▶ PROMPT
In the lines below, count those containing the word "linecap" and give the number alone.

▶ MATERIAL SUPPLIED
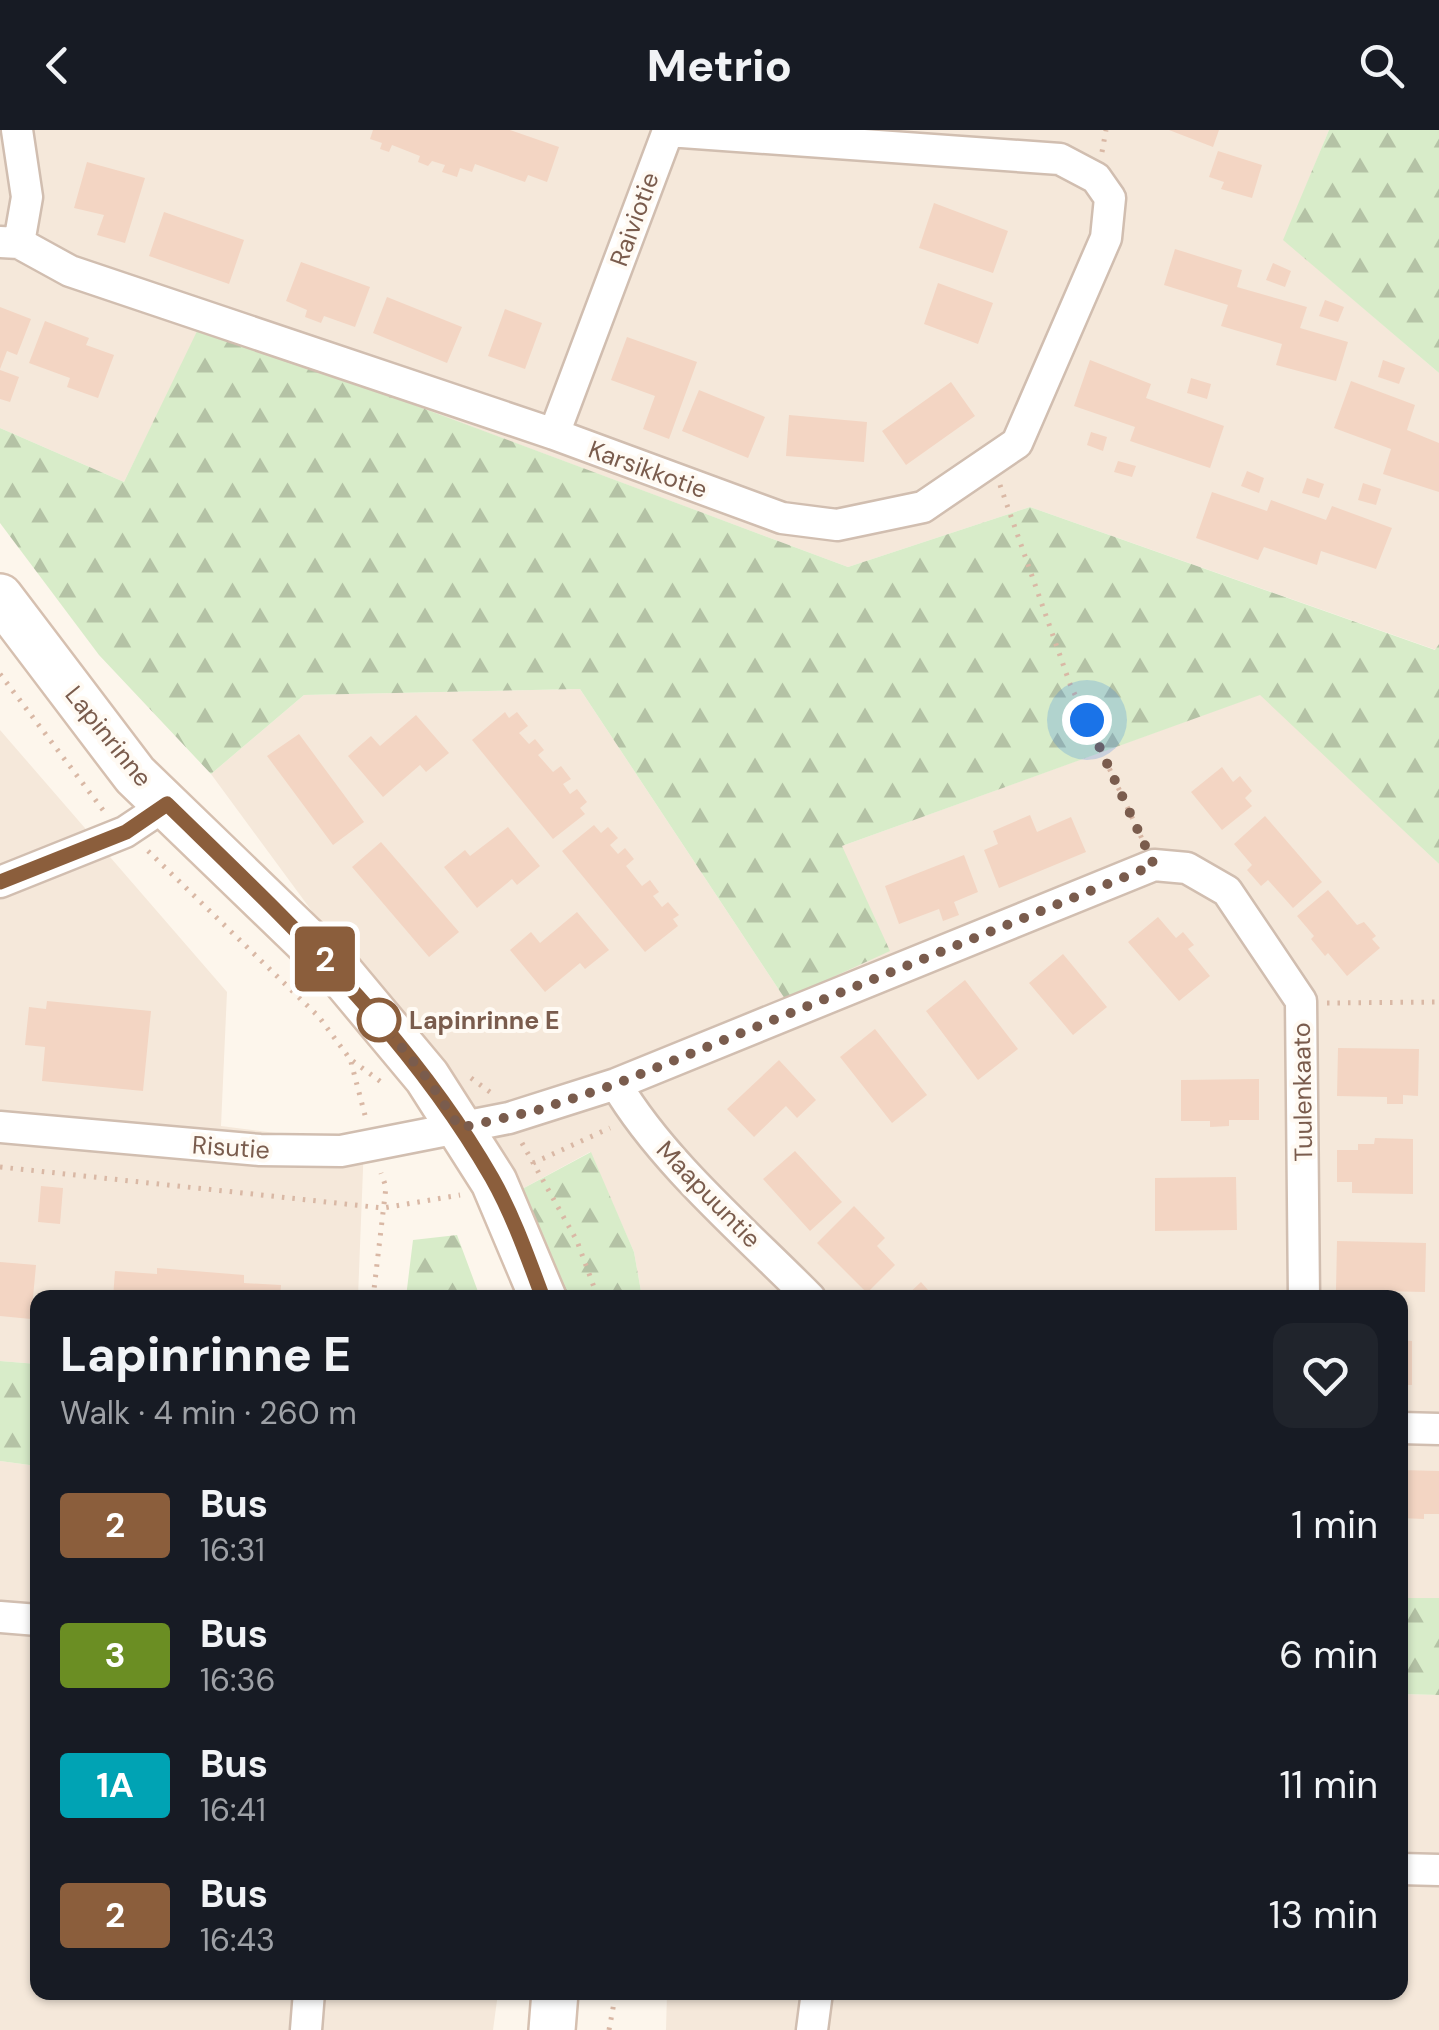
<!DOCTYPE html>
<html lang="en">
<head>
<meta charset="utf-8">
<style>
  body { margin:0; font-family:"DM Sans",sans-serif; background:#20242c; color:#f1f3f6; height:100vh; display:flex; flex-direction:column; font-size:38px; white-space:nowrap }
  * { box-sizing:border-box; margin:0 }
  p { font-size:32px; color:#9ea1a6 }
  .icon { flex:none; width:55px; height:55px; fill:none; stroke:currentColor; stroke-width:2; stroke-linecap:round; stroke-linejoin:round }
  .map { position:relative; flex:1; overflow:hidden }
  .details { position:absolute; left:30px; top:1160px; width:1378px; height:710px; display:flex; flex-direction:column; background:#171b24; border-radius:20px; box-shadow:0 2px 8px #0004 }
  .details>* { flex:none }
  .badge { padding:0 20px; border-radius:8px; font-size:35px; line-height:65px }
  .you { position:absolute; width:50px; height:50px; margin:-25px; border:8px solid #fff; border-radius:50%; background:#1a73e8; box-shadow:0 0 0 15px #1a73e833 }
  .map>.badge { position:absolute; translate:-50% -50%; box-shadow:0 0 0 5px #fff }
  .round { display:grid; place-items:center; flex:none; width:105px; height:105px; border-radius:20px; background:#20242c }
  .head { display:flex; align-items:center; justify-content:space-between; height:170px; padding:0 30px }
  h1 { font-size:48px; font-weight:800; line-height:75px }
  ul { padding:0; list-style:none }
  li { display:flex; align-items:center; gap:30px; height:130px; padding:0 30px }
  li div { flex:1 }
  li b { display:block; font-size:38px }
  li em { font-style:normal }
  li .badge { min-width:110px; font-weight:700; text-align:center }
  header { display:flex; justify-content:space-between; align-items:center; height:130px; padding:0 30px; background:#171b24; font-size:45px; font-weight:800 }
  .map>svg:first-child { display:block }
  .residential { fill:#f5e8da }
  .forest { fill:url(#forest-firs) }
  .building { fill:#f3d5c3 }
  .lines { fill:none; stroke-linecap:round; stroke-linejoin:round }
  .street-casing { stroke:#d1beb0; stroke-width:35 }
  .secondary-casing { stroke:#d6c0b0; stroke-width:50 }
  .path { stroke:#d9b8a5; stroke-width:5; stroke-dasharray:2.5 8; stroke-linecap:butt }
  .street { stroke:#fff; stroke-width:30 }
  .secondary { stroke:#fff; stroke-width:45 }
  .line-casing { stroke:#fff; stroke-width:22 }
  .line { stroke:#8b5e3c; stroke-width:15 }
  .walk { stroke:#7a5c4d; stroke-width:10; stroke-dasharray:0 18 }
  .stop-dot { fill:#fff; stroke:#8b5e3c; stroke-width:5 }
  .labels { text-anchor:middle; stroke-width:8; stroke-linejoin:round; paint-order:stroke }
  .street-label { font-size:25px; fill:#7a5c4d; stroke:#fffaf3 }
  .stop-label { font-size:25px; font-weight:bold; fill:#7a5c4d; stroke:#fffaf3; text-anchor:start }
</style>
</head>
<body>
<header><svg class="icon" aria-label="back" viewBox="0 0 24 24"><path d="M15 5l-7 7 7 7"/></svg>Metrio<svg class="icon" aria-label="search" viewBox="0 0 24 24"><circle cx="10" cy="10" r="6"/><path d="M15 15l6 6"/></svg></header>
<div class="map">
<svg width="1439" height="1900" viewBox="0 0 1439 1900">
  <defs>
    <pattern id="forest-firs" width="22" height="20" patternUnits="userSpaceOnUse" patternTransform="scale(2.5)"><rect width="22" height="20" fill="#d8ecc9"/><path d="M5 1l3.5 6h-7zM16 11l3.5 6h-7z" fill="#b4c2a5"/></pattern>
  </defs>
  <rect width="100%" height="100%" fill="#fdf6ec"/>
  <path class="residential" d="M0,0H1329L1284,110L1439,243V514L1436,520L1030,377L848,437L201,196L124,352L0,298Z
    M580,559L785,869L842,716L1261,564L1439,734V1468H1400V1168L642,1167L634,1122L590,1022L511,1065L437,951L211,644L304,565Z
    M0,600L227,862L221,996L364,1014L358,1167L38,1168L37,1234L0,1231Z
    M0,1331L37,1336L38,1862L498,1863L493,1900H0Z
    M1400,1564L1439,1565V1900H666L667,1863L1400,1862Z"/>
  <path class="forest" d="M1329,0H1439V243L1283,110Z
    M200,195L848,437L1030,377L1435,520L1439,514V734L1260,565L842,716L890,821L785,869L580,559L304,565L211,644L99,525L0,393V298L124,352Z
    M591,1022L634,1122L642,1167H565L511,1065Z
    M457,1105L480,1167H406L413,1110Z
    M0,1231L37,1234V1336L0,1331Z
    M1400,1468H1439V1565L1400,1564Z"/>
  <path class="building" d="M373,0H510L559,17L547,52L528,45L525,52L475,34L472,42L460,38L457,47L442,42L445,35L432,31L428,36L418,32L420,26L392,15L389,22L380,19L382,13L370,9Z
    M1169,0H1219L1213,17Z
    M1218,21L1262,35L1252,68L1221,59L1224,52L1209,47Z
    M87,32L145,48L125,113L97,105L104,85L74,78Z
    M934,73L1008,101L993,143L919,118Z
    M164,82L244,110L229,154L149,126Z
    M1175,119L1242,140L1237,157L1307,177L1300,198L1348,212L1336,251L1276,235L1282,214L1221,196L1228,175L1164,155Z
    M301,132L370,157L355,197L324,186L321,193L305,187L307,180L286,171Z
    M1273,133L1291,141L1285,157L1266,150Z
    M938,153L993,173L978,214L924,194Z
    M387,167L462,197L447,233L373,203Z
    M1325,170L1344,177L1338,192L1319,186Z
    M0,177L31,189L17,225L7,221L0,239Z
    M505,179L542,193L525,239L488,226Z
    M45,191L89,208L86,215L114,225L98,268L67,257L70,248L29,233Z
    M627,207L697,232L669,309L643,299L655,266L611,250Z
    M1090,230L1151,254L1146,268L1224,296L1210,338L1130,311L1135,297L1074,276Z
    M1383,230L1405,238L1399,254L1378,247Z
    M0,240L19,247L10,272L0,269Z
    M1191,248L1211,254L1207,269L1187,263Z
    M1351,251L1415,275L1407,300L1439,313V362L1383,344L1391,319L1334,298Z
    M951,252L975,286L906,335L882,301Z
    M699,260L765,287L748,328L682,301Z
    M789,285L867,292L864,332L786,326Z
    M1091,302L1107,307L1103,321L1087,315Z
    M1118,331L1136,336L1132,347L1114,342Z
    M1247,341L1264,348L1259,363L1241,356Z
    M1307,348L1324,354L1319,368L1302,363Z
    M1363,353L1381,359L1376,375L1358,370Z
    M1212,362L1267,381L1271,370L1326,390L1332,376L1392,398L1376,439L1321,421L1317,435L1264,417L1258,430L1196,408Z
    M505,582L509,588L517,582L528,596L519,603L529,614L535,609L544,620L538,625L553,642L561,636L571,649L563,654L570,664L577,659L587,672L580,678L585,684L553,709L472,610Z
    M416,585L449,623L426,642L420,635L383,667L348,626L371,606L380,616Z
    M299,604L364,692L333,715L267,626Z
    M1222,637L1233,652L1240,646L1252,661L1245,668L1252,676L1222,700L1191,662Z
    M1030,685L1037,702L1071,687L1086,722L999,758L984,720L998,714L993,701Z
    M1265,686L1322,752L1293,778L1268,750L1261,756L1247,740L1252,735L1234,714Z
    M594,695L601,703L608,697L618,708L610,715L618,724L625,718L634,729L626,736L642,756L650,750L659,762L653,766L662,777L668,772L679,785L673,789L678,796L645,822L562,721Z
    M508,697L540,736L517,755L512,749L477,778L444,737L465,720L470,726Z
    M381,712L459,802L429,827L352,737Z
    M964,725L978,762L954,772L959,785L943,791L939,779L899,794L885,756Z
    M1328,760L1357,795L1364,792L1376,806L1372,809L1380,818L1347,846L1328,823L1325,826L1311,809L1314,806L1297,786Z
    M577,782L609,820L585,839L580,833L545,862L510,820L531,802L540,813Z
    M1158,787L1176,808L1183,802L1194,815L1188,819L1210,846L1179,871L1128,812Z
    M1063,824L1107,877L1073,905L1029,853Z
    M965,850L1018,919L978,950L926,881Z
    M47,871L151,881L143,961L42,951L45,917L25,915L29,877L46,879Z
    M875,899L927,965L892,993L840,927Z
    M1338,918L1419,919L1418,966L1403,965V974H1387V967L1337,966Z
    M779,930L816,970L797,988L786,976L754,1007L727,979Z
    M1259,949V990H1229V996L1210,997V991H1181V950Z
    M1375,1008L1413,1009V1064L1352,1063V1052H1337V1020H1358V1014H1374Z
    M795,1021L842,1072L810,1101L763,1049Z
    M1236,1047L1237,1100L1155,1101V1048Z
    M41,1056L63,1058L60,1094L38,1092Z
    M854,1076L885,1108L877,1116L895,1135L867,1163L817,1113Z
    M1337,1111L1426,1113L1425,1162L1336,1160Z
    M0,1132L36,1135L31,1189L0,1186Z
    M157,1138L244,1145V1153L281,1155L280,1168H113L115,1141L157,1144Z
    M921,1152L935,1168H904Z
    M1400,1210L1412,1211V1255H1400Z
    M1400,1340L1439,1341V1384H1424V1389L1400,1388Z"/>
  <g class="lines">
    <g class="street-casing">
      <path id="street" d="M17,0L27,67L19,113
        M0,112L19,113L70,141L554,304L782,388L837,395L923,377L1017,313L1106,108L1110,68L1096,48L1060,29L668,1L554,304
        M0,752L125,702L167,674
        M616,954C662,1032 746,1103 810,1168
        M0,997L260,1020L341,1021L509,988L616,954L1154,735L1187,738L1227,761L1301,871L1304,1168
        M1400,1298L1439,1299
        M0,1487L38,1490
        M1400,1739L1439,1740
        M306,1900L309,1862
        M812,1900L817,1862"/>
    </g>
    <g class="secondary-casing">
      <path id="secondary" d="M0,467L135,645L341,844L427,947L494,1052L543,1168
        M552,1900L555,1862"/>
    </g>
    <path class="path" d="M1102,22L1106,0
      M1000,355L1070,554L1143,711
      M0,544L103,680
      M148,721L319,887L350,929L385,955
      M1327,873L1439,872
      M351,932L366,989
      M471,948L490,962
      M522,1013L577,1111L598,1168
      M533,1033L610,998
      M0,1037L383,1078L460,1065
      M373,1168L386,1057L381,1043
      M609,1900L616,1862"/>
    <use href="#street" class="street"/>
    <use href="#secondary" class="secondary"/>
  </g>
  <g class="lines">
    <g class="line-casing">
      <path id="line" d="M0,752L126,702L167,674C286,790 408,902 492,1048C513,1085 528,1128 543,1168"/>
    </g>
    <use href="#line" class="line"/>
    <path class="walk" d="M379,890L427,948L460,998L538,980L616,954L1154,735L1087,590"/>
  </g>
  <circle class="stop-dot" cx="379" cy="890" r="20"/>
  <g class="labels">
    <g class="street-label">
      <text transform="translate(634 89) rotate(-70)" y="9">Raiviotie</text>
      <text transform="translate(648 339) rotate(20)" y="9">Karsikkotie</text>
      <text transform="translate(109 606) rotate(51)" y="9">Lapinrinne</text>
      <text transform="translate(1302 962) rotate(-91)" y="9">Tuulenkaato</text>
      <text transform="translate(231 1017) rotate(4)" y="9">Risutie</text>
      <text transform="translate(709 1064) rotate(46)" y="9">Maapuuntie</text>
    </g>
    <g class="stop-label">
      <text x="409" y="899">Lapinrinne E</text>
    </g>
  </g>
</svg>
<div class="you" style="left:1087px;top:590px"></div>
<b class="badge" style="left:325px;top:829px;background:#8b5e3c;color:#fff">2</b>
<section class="details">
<div class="head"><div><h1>Lapinrinne E</h1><p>Walk · 4 min · 260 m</p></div><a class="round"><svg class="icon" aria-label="heart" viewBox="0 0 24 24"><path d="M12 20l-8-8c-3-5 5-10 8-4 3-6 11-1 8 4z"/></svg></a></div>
<ul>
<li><span class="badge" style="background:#8b5e3c;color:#fff">2</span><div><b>Bus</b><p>16:31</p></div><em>1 min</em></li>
<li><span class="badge" style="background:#6b8e23;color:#fff">3</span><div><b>Bus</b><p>16:36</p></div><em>6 min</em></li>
<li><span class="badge" style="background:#00a3b4;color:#fff">1A</span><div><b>Bus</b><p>16:41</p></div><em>11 min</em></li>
<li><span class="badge" style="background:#8b5e3c;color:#fff">2</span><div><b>Bus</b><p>16:43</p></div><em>13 min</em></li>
</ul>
</section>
</div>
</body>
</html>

▶ ANSWER FOR THIS EXERCISE
3